# HOW TO COMPLETE THIS TASK
Retype the entries. Match them exactly.

# INPUT DATA
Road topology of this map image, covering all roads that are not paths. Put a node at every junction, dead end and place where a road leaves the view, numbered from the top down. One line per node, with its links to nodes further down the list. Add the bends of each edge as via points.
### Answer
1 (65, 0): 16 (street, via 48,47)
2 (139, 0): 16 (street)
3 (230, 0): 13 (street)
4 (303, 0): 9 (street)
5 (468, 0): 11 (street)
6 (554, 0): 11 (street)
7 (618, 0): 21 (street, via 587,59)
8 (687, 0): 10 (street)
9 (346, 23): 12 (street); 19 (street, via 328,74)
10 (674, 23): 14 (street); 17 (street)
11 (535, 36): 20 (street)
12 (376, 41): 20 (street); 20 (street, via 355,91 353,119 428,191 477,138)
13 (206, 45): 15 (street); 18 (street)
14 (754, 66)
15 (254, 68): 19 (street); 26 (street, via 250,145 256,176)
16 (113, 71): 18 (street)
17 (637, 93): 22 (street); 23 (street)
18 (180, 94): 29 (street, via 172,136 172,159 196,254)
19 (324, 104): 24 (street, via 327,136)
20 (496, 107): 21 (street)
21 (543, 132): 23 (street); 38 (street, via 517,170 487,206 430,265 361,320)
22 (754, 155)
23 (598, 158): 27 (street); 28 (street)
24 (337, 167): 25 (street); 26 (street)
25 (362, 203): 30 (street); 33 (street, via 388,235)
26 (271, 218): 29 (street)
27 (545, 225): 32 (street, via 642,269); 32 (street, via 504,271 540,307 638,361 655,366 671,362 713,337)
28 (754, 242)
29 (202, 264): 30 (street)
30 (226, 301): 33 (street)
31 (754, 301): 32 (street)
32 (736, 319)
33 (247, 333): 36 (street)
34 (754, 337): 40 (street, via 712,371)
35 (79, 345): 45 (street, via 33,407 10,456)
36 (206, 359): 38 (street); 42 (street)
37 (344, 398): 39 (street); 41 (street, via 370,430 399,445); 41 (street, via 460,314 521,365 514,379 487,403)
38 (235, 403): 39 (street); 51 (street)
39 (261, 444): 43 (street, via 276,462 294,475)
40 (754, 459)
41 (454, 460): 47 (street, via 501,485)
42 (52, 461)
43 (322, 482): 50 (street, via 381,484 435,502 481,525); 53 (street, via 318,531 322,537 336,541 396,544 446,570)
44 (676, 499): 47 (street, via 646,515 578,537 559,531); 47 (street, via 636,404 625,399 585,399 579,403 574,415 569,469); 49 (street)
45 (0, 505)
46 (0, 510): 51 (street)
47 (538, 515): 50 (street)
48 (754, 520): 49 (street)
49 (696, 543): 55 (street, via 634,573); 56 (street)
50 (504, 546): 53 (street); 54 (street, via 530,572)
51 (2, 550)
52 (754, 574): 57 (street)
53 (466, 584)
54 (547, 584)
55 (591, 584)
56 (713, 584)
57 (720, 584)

# TASK RESULT
Road topology of this map image, covering all roads that are not paths. Put a node at every junction, dead end and place where a road leaves the view, numbered from the top down. One line per node, with its links to nodes further down the list. Add the bends of each edge as via points.
### Answer
1 (65, 0): 16 (street, via 48,47)
2 (139, 0): 16 (street)
3 (230, 0): 13 (street)
4 (303, 0): 9 (street)
5 (468, 0): 11 (street)
6 (554, 0): 11 (street)
7 (618, 0): 21 (street, via 587,59)
8 (687, 0): 10 (street)
9 (346, 23): 12 (street); 19 (street, via 328,74)
10 (674, 23): 14 (street); 17 (street)
11 (535, 36): 20 (street)
12 (376, 41): 20 (street); 20 (street, via 355,91 353,119 428,191 477,138)
13 (206, 45): 15 (street); 18 (street)
14 (754, 66)
15 (254, 68): 19 (street); 26 (street, via 250,145 256,176)
16 (113, 71): 18 (street)
17 (637, 93): 22 (street); 23 (street)
18 (180, 94): 29 (street, via 172,136 172,159 196,254)
19 (324, 104): 24 (street, via 327,136)
20 (496, 107): 21 (street)
21 (543, 132): 23 (street); 38 (street, via 517,170 487,206 430,265 361,320)
22 (754, 155)
23 (598, 158): 27 (street); 28 (street)
24 (337, 167): 25 (street); 26 (street)
25 (362, 203): 30 (street); 33 (street, via 388,235)
26 (271, 218): 29 (street)
27 (545, 225): 32 (street, via 642,269); 32 (street, via 504,271 540,307 638,361 655,366 671,362 713,337)
28 (754, 242)
29 (202, 264): 30 (street)
30 (226, 301): 33 (street)
31 (754, 301): 32 (street)
32 (736, 319)
33 (247, 333): 36 (street)
34 (754, 337): 40 (street, via 712,371)
35 (79, 345): 45 (street, via 33,407 10,456)
36 (206, 359): 38 (street); 42 (street)
37 (344, 398): 39 (street); 41 (street, via 370,430 399,445); 41 (street, via 460,314 521,365 514,379 487,403)
38 (235, 403): 39 (street); 51 (street)
39 (261, 444): 43 (street, via 276,462 294,475)
40 (754, 459)
41 (454, 460): 47 (street, via 501,485)
42 (52, 461)
43 (322, 482): 50 (street, via 381,484 435,502 481,525); 53 (street, via 318,531 322,537 336,541 396,544 446,570)
44 (676, 499): 47 (street, via 646,515 578,537 559,531); 47 (street, via 636,404 625,399 585,399 579,403 574,415 569,469); 49 (street)
45 (0, 505)
46 (0, 510): 51 (street)
47 (538, 515): 50 (street)
48 (754, 520): 49 (street)
49 (696, 543): 55 (street, via 634,573); 56 (street)
50 (504, 546): 53 (street); 54 (street, via 530,572)
51 (2, 550)
52 (754, 574): 57 (street)
53 (466, 584)
54 (547, 584)
55 (591, 584)
56 (713, 584)
57 (720, 584)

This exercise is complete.